Por tanto, si estimamos el modelo:
m3 = glm(Decision ~ Homeowner, data = d, family = binomial)
summary(m3)
##
## Call:
## glm(formula = Decision ~ Homeowner, family = binomial, data = d)
##
## Coefficients:
## Estimate Std. Error z value Pr(>|z|)
## (Intercept) 2.3514 0.7400 3.177 0.00149 **
## HomeownerY -3.6041 0.8729 -4.129 3.64e-05 ***
## ---
## Signif. codes: 0 '***' 0.001 '**' 0.01 '*' 0.05 '.' 0.1 ' ' 1
##
## (Dispersion parameter for binomial family taken to be 1)
##
## Null deviance: 68.994 on 49 degrees of freedom
## Residual deviance: 42.194 on 48 degrees of freedom
## AIC: 46.194
##
## Number of Fisher Scoring iterations: 5
En el fondo estamos estimando P(Decision = Reject|Homeowner = “Y”), ya que
Si queremos estimar el modelo m1 anterior tenemos que hacer:
d$Decision = relevel(d$Decision, ref = "Reject")
m4 = glm(Decision ~ Homeowner, data = d, family = binomial)
summary(m4)
##
## Call:
## glm(formula = Decision ~ Homeowner, family = binomial, data = d)
##
## Coefficients:
## Estimate Std.

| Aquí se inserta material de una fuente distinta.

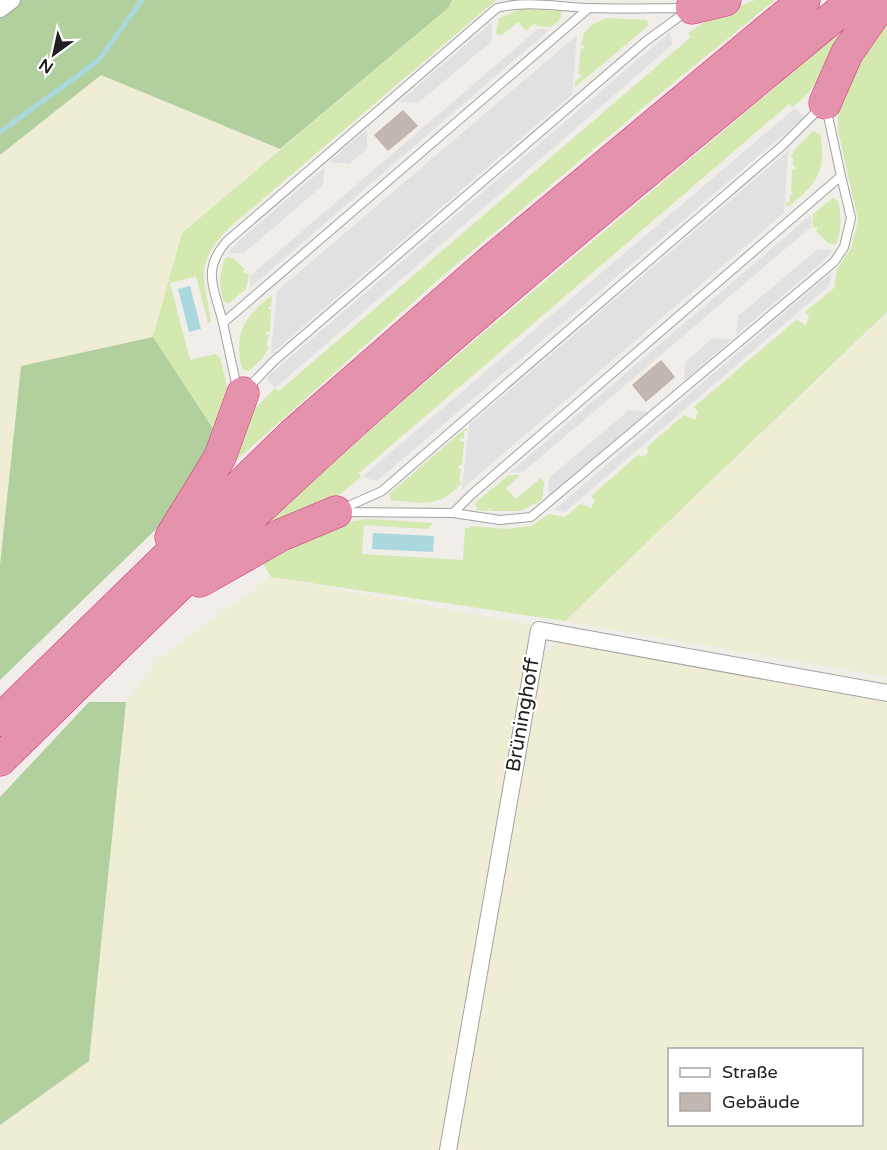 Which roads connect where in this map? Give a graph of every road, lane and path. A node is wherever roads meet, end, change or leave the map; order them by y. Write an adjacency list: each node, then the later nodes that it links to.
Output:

Error z value Pr(>|z|)
## (Intercept) -2.3514 0.7400 -3.177 0.00149 **
## HomeownerY 3.6041 0.8729 4.129 3.64e-05 ***
## ---
## Signif. codes: 0 '***' 0.001 '**' 0.01 '*' 0.05 '.' 0.1 ' ' 1
##
## (Dispersion parameter for binomial family taken to be 1)
##
## Null deviance: 68.994 on 49 degrees of freedom
## Residual deviance: 42.194 on 48 degrees of freedom
## AIC: 46.194
##
## Number of Fisher Scoring iterations: 5
El funcionamiento es idéntico que el modelo de regresión lineal:
d$Decision = relevel(d$Decision, ref = "Approve")

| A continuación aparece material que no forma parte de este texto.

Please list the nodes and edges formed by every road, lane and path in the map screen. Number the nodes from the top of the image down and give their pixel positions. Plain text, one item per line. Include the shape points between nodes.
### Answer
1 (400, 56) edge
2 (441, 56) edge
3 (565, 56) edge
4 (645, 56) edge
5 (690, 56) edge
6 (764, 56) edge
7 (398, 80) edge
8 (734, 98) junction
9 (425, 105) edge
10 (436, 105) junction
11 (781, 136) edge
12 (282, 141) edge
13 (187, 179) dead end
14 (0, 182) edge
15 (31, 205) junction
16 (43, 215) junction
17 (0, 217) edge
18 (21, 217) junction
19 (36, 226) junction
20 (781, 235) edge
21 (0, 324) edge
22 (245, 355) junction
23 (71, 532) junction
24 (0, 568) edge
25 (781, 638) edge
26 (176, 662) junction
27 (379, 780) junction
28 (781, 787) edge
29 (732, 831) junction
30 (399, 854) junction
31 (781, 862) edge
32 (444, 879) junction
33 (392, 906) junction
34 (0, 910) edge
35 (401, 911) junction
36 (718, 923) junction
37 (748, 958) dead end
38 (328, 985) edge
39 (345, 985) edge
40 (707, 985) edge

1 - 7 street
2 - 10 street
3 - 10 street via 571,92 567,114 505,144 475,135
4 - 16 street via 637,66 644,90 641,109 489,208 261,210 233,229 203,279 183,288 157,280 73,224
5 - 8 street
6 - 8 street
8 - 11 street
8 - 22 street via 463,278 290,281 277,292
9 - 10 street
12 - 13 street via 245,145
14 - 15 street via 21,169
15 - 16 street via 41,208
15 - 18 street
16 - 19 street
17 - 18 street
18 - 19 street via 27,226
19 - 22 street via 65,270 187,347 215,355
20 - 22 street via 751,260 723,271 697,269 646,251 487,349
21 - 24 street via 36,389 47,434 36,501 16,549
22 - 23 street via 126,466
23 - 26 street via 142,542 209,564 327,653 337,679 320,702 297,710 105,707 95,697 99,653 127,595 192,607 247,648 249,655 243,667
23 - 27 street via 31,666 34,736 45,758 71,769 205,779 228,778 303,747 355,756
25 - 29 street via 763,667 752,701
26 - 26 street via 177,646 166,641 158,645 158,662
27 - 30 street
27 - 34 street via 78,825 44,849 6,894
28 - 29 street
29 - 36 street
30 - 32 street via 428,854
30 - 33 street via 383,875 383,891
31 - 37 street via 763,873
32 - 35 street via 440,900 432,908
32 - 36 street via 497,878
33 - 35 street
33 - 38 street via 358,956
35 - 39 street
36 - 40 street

m4 = glm(Decision ~ Homeowner + Credit_Score + Years_Credit_History, data = d, family = binomial)
summary(m4)
##
## Call:
## glm(formula = Decision ~ Homeowner + Credit_Score + Years_Credit_History,
## family = binomial, data = d)
##
## Coefficients:
## Estimate Std. Error z value Pr(>|z|)
## (Intercept) 38.05066 14.85133 2.562 0.0104 *
## HomeownerY -3.13441 1.73873 -1.803 0.0714 .
## Credit_Score -0.04946 0.01933 -2.559 0.0105 *
## Years_Credit_History -0.31716 0.21846 -1.452 0.1466
## ---
## Signif. codes: 0 '***' 0.001 '**' 0.01 '*' 0.05 '.' 0.1 ' ' 1
##
## (Dispersion parameter for binomial family taken to be 1)
##
## Null deviance: 68.994 on 49 degrees of freedom
## Residual deviance: 15.208 on 46 degrees of freedom
## AIC: 23.208
##
## Number of Fisher Scoring iterations: 8
Igual que en regresión lineal, se tienen que crear tantas variables auxiliares como niveles del factor menos una.